-- Opening Marker --

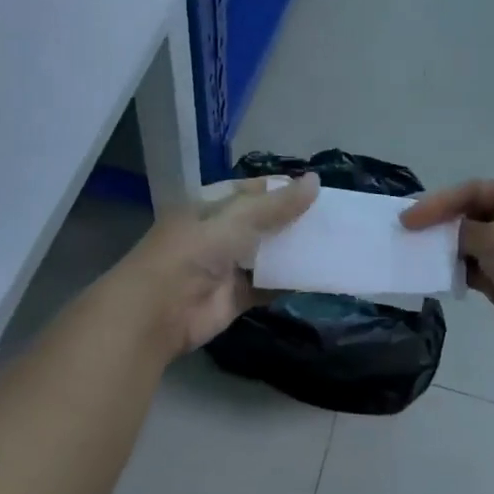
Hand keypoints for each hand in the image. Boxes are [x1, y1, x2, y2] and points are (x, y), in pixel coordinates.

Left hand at [115, 175, 318, 355]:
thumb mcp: (236, 219)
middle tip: (333, 219)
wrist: (158, 311)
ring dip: (294, 251)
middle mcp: (218, 234)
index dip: (280, 189)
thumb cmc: (192, 252)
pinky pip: (268, 285)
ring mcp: (227, 267)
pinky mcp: (235, 297)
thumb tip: (315, 181)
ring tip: (335, 243)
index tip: (316, 190)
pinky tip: (319, 276)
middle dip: (292, 221)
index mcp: (210, 206)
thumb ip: (277, 205)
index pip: (250, 191)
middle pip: (262, 223)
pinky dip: (290, 282)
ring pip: (267, 255)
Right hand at [402, 180, 493, 371]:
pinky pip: (469, 268)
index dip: (438, 203)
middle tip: (403, 231)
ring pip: (466, 242)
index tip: (407, 219)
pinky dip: (450, 269)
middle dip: (437, 223)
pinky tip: (428, 272)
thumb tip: (439, 234)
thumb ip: (463, 232)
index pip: (473, 191)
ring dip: (441, 247)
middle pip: (468, 214)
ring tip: (409, 251)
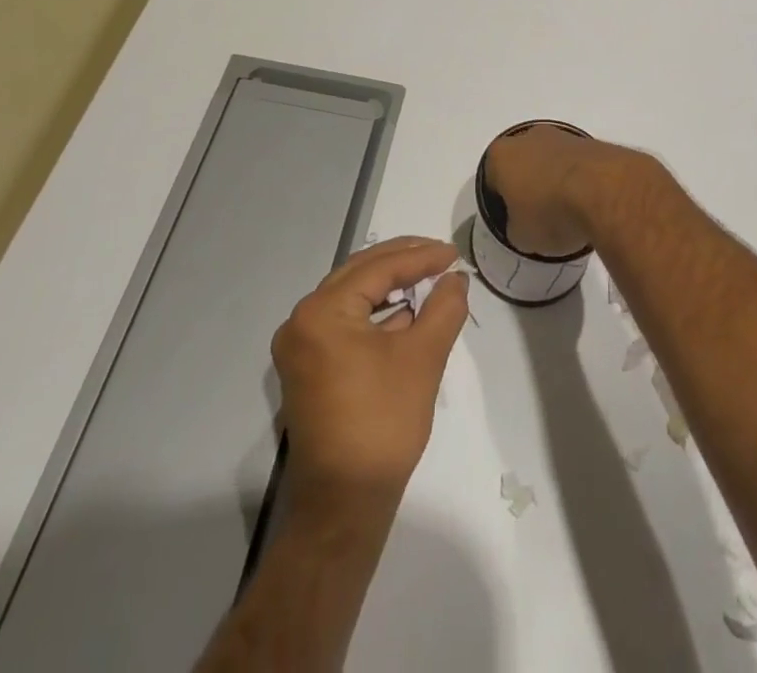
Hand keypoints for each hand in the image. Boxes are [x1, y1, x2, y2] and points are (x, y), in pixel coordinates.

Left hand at [271, 237, 469, 506]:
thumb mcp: (424, 356)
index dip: (421, 257)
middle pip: (359, 274)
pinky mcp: (307, 368)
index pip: (378, 268)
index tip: (454, 254)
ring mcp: (300, 346)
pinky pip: (343, 321)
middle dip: (403, 261)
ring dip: (389, 284)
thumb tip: (456, 278)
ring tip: (427, 277)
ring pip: (351, 296)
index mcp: (322, 312)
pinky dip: (374, 312)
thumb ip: (444, 307)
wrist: (346, 503)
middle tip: (441, 255)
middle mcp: (302, 321)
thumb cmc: (383, 423)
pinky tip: (405, 312)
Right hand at [480, 125, 658, 256]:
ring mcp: (562, 136)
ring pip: (552, 160)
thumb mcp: (522, 237)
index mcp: (501, 155)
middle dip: (530, 185)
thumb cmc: (550, 212)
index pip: (492, 179)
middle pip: (523, 163)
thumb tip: (524, 226)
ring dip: (557, 181)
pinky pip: (578, 164)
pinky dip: (581, 179)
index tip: (514, 220)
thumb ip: (516, 228)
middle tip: (540, 215)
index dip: (501, 202)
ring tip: (569, 212)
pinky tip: (589, 203)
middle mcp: (529, 137)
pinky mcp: (592, 142)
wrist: (604, 191)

-- Closing Marker --

TASK INSTRUCTIONS
Restate the material word for word; no picture should appear in the copy.

ANSWER SPACE
Hand keypoints for each hand in the image. Boxes are [x1, y1, x2, y2] and points are (x, y), in pixel coordinates.

Left hand at [115, 175, 318, 355]:
thumb mcp: (236, 219)
middle tip: (333, 219)
wrist: (158, 311)
ring dip: (294, 251)
middle mcp: (218, 234)
index dip: (280, 189)
thumb cmc: (192, 252)
pinky pip: (268, 285)
ring mcp: (227, 267)
pinky mcp: (235, 297)
thumb tip: (315, 181)
ring tip: (335, 243)
index tip: (316, 190)
pinky tip: (319, 276)
middle dip: (292, 221)
index mcp: (210, 206)
thumb ip: (277, 205)
index pip: (250, 191)
middle pip: (262, 223)
pinky dip: (290, 282)
ring pip: (267, 255)
Right hand at [402, 180, 493, 371]:
pinky pip: (469, 268)
index dip: (438, 203)
middle tip: (403, 231)
ring pip: (466, 242)
index tip: (407, 219)
pinky dip: (450, 269)
middle dip: (437, 223)
pinky tip: (428, 272)
thumb tip: (439, 234)
thumb ip: (463, 232)
index pip: (473, 191)
ring dip: (441, 247)
middle pip: (468, 214)
ring tip: (409, 251)
Hand keypoints for each hand in the image. Boxes are [x1, y1, x2, y2] and points are (x, y), in pixel coordinates.

Left hand at [271, 237, 469, 506]:
thumb mcp: (424, 356)
index dip: (421, 257)
middle pip: (359, 274)
pinky mcp: (307, 368)
index pip: (378, 268)
index tip: (454, 254)
ring mcp: (300, 346)
pinky pip: (343, 321)
middle dip: (403, 261)
ring dip: (389, 284)
thumb tip: (456, 278)
ring tip: (427, 277)
ring pip: (351, 296)
index mcp: (322, 312)
pinky dip: (374, 312)
thumb ip: (444, 307)
wrist: (346, 503)
middle tip: (441, 255)
middle mcp: (302, 321)
thumb cmc: (383, 423)
pinky tip: (405, 312)
Right hand at [480, 125, 658, 256]:
ring mcp: (562, 136)
ring pip: (552, 160)
thumb mcp: (522, 237)
index mcp: (501, 155)
middle dip: (530, 185)
thumb cmc: (550, 212)
index pip: (492, 179)
middle pip: (523, 163)
thumb tip: (524, 226)
ring dip: (557, 181)
pinky pip: (578, 164)
pinky dip: (581, 179)
index tip: (514, 220)
thumb ip: (516, 228)
middle tip: (540, 215)
index dip: (501, 202)
ring tip: (569, 212)
pinky tip: (589, 203)
middle mcp: (529, 137)
pinky mcp: (592, 142)
wrist: (604, 191)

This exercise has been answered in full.